→ **ASSIGNMENT**
With no additions or omissions, print the listing that follows.

*** SOURCE RECORDS Section Begins ***

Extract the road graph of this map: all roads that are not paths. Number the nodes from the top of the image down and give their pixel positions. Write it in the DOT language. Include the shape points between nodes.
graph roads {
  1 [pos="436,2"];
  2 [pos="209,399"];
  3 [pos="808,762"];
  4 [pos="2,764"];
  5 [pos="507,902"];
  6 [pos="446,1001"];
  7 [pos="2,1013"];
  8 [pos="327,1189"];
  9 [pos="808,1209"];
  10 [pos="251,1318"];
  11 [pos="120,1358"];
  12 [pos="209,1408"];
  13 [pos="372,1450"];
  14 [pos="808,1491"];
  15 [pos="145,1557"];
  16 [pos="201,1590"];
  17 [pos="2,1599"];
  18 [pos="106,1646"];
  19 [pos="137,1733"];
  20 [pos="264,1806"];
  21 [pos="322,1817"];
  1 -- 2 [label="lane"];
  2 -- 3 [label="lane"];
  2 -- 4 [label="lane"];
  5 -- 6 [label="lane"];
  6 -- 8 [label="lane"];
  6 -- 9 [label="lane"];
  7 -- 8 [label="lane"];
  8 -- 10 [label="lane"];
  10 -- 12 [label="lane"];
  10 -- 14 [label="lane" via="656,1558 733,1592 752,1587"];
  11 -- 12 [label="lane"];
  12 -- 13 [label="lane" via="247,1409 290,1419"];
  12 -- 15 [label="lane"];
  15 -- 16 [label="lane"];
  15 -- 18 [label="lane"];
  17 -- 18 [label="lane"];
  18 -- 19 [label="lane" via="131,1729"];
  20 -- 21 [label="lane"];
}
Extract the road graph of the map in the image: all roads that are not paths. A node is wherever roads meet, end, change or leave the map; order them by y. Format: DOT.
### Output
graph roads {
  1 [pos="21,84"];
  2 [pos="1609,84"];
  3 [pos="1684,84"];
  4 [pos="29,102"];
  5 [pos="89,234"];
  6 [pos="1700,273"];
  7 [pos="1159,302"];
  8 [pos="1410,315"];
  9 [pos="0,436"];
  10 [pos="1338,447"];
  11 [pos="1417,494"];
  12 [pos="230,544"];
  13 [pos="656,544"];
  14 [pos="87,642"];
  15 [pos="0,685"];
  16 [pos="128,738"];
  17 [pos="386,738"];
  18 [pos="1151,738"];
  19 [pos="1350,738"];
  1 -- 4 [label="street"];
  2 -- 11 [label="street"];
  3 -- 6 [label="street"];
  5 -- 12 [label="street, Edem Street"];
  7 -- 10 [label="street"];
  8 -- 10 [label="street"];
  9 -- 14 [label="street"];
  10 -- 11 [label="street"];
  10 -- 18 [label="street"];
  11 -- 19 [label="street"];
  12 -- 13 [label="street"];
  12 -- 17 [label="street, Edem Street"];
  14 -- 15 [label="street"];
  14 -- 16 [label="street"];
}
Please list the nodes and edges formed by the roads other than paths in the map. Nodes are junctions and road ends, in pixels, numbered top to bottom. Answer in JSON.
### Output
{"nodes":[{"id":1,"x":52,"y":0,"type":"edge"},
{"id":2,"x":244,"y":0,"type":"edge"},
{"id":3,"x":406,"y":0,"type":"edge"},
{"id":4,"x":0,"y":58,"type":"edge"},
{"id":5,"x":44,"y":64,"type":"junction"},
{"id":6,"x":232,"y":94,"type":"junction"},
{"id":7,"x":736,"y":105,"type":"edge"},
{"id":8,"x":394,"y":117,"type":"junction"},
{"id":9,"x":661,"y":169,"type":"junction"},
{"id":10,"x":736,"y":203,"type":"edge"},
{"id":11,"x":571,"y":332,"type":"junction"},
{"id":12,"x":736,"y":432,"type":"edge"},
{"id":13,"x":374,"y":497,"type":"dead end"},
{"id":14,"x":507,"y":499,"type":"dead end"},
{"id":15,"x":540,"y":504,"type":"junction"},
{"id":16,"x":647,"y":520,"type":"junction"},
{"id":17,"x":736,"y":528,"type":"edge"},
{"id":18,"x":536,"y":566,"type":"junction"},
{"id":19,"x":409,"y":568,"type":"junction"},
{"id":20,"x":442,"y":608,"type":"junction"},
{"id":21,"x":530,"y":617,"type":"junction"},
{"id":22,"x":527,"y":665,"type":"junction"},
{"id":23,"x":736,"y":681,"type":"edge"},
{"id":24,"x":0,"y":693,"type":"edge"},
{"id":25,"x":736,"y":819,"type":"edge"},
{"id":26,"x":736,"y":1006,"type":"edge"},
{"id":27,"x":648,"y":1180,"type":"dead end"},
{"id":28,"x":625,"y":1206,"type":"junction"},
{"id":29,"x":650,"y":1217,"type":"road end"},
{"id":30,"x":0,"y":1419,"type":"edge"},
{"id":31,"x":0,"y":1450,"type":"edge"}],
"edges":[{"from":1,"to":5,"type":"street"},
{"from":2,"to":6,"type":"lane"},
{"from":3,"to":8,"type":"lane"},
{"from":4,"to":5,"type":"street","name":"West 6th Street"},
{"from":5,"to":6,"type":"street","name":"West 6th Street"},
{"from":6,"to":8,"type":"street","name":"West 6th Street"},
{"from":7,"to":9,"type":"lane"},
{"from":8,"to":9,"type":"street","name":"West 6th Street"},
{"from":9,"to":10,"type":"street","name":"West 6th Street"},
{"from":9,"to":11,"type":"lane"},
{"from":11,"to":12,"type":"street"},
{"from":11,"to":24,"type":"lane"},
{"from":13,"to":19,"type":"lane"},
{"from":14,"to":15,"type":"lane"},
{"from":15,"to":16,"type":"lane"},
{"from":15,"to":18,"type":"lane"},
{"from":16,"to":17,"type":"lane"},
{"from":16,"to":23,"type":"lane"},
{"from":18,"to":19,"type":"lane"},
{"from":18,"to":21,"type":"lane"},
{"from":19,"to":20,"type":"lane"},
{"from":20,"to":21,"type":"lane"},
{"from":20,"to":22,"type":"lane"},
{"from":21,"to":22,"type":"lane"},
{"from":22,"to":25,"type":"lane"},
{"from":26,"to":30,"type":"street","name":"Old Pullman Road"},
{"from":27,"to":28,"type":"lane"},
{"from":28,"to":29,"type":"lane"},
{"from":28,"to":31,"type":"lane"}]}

*** SOURCE RECORDS Section Ends ***

→ **RESPONSE**
Extract the road graph of this map: all roads that are not paths. Number the nodes from the top of the image down and give their pixel positions. Write it in the DOT language. Include the shape points between nodes.
graph roads {
  1 [pos="436,2"];
  2 [pos="209,399"];
  3 [pos="808,762"];
  4 [pos="2,764"];
  5 [pos="507,902"];
  6 [pos="446,1001"];
  7 [pos="2,1013"];
  8 [pos="327,1189"];
  9 [pos="808,1209"];
  10 [pos="251,1318"];
  11 [pos="120,1358"];
  12 [pos="209,1408"];
  13 [pos="372,1450"];
  14 [pos="808,1491"];
  15 [pos="145,1557"];
  16 [pos="201,1590"];
  17 [pos="2,1599"];
  18 [pos="106,1646"];
  19 [pos="137,1733"];
  20 [pos="264,1806"];
  21 [pos="322,1817"];
  1 -- 2 [label="lane"];
  2 -- 3 [label="lane"];
  2 -- 4 [label="lane"];
  5 -- 6 [label="lane"];
  6 -- 8 [label="lane"];
  6 -- 9 [label="lane"];
  7 -- 8 [label="lane"];
  8 -- 10 [label="lane"];
  10 -- 12 [label="lane"];
  10 -- 14 [label="lane" via="656,1558 733,1592 752,1587"];
  11 -- 12 [label="lane"];
  12 -- 13 [label="lane" via="247,1409 290,1419"];
  12 -- 15 [label="lane"];
  15 -- 16 [label="lane"];
  15 -- 18 [label="lane"];
  17 -- 18 [label="lane"];
  18 -- 19 [label="lane" via="131,1729"];
  20 -- 21 [label="lane"];
}
Extract the road graph of the map in the image: all roads that are not paths. A node is wherever roads meet, end, change or leave the map; order them by y. Format: DOT.
### Output
graph roads {
  1 [pos="21,84"];
  2 [pos="1609,84"];
  3 [pos="1684,84"];
  4 [pos="29,102"];
  5 [pos="89,234"];
  6 [pos="1700,273"];
  7 [pos="1159,302"];
  8 [pos="1410,315"];
  9 [pos="0,436"];
  10 [pos="1338,447"];
  11 [pos="1417,494"];
  12 [pos="230,544"];
  13 [pos="656,544"];
  14 [pos="87,642"];
  15 [pos="0,685"];
  16 [pos="128,738"];
  17 [pos="386,738"];
  18 [pos="1151,738"];
  19 [pos="1350,738"];
  1 -- 4 [label="street"];
  2 -- 11 [label="street"];
  3 -- 6 [label="street"];
  5 -- 12 [label="street, Edem Street"];
  7 -- 10 [label="street"];
  8 -- 10 [label="street"];
  9 -- 14 [label="street"];
  10 -- 11 [label="street"];
  10 -- 18 [label="street"];
  11 -- 19 [label="street"];
  12 -- 13 [label="street"];
  12 -- 17 [label="street, Edem Street"];
  14 -- 15 [label="street"];
  14 -- 16 [label="street"];
}
Please list the nodes and edges formed by the roads other than paths in the map. Nodes are junctions and road ends, in pixels, numbered top to bottom. Answer in JSON.
### Output
{"nodes":[{"id":1,"x":52,"y":0,"type":"edge"},
{"id":2,"x":244,"y":0,"type":"edge"},
{"id":3,"x":406,"y":0,"type":"edge"},
{"id":4,"x":0,"y":58,"type":"edge"},
{"id":5,"x":44,"y":64,"type":"junction"},
{"id":6,"x":232,"y":94,"type":"junction"},
{"id":7,"x":736,"y":105,"type":"edge"},
{"id":8,"x":394,"y":117,"type":"junction"},
{"id":9,"x":661,"y":169,"type":"junction"},
{"id":10,"x":736,"y":203,"type":"edge"},
{"id":11,"x":571,"y":332,"type":"junction"},
{"id":12,"x":736,"y":432,"type":"edge"},
{"id":13,"x":374,"y":497,"type":"dead end"},
{"id":14,"x":507,"y":499,"type":"dead end"},
{"id":15,"x":540,"y":504,"type":"junction"},
{"id":16,"x":647,"y":520,"type":"junction"},
{"id":17,"x":736,"y":528,"type":"edge"},
{"id":18,"x":536,"y":566,"type":"junction"},
{"id":19,"x":409,"y":568,"type":"junction"},
{"id":20,"x":442,"y":608,"type":"junction"},
{"id":21,"x":530,"y":617,"type":"junction"},
{"id":22,"x":527,"y":665,"type":"junction"},
{"id":23,"x":736,"y":681,"type":"edge"},
{"id":24,"x":0,"y":693,"type":"edge"},
{"id":25,"x":736,"y":819,"type":"edge"},
{"id":26,"x":736,"y":1006,"type":"edge"},
{"id":27,"x":648,"y":1180,"type":"dead end"},
{"id":28,"x":625,"y":1206,"type":"junction"},
{"id":29,"x":650,"y":1217,"type":"road end"},
{"id":30,"x":0,"y":1419,"type":"edge"},
{"id":31,"x":0,"y":1450,"type":"edge"}],
"edges":[{"from":1,"to":5,"type":"street"},
{"from":2,"to":6,"type":"lane"},
{"from":3,"to":8,"type":"lane"},
{"from":4,"to":5,"type":"street","name":"West 6th Street"},
{"from":5,"to":6,"type":"street","name":"West 6th Street"},
{"from":6,"to":8,"type":"street","name":"West 6th Street"},
{"from":7,"to":9,"type":"lane"},
{"from":8,"to":9,"type":"street","name":"West 6th Street"},
{"from":9,"to":10,"type":"street","name":"West 6th Street"},
{"from":9,"to":11,"type":"lane"},
{"from":11,"to":12,"type":"street"},
{"from":11,"to":24,"type":"lane"},
{"from":13,"to":19,"type":"lane"},
{"from":14,"to":15,"type":"lane"},
{"from":15,"to":16,"type":"lane"},
{"from":15,"to":18,"type":"lane"},
{"from":16,"to":17,"type":"lane"},
{"from":16,"to":23,"type":"lane"},
{"from":18,"to":19,"type":"lane"},
{"from":18,"to":21,"type":"lane"},
{"from":19,"to":20,"type":"lane"},
{"from":20,"to":21,"type":"lane"},
{"from":20,"to":22,"type":"lane"},
{"from":21,"to":22,"type":"lane"},
{"from":22,"to":25,"type":"lane"},
{"from":26,"to":30,"type":"street","name":"Old Pullman Road"},
{"from":27,"to":28,"type":"lane"},
{"from":28,"to":29,"type":"lane"},
{"from":28,"to":31,"type":"lane"}]}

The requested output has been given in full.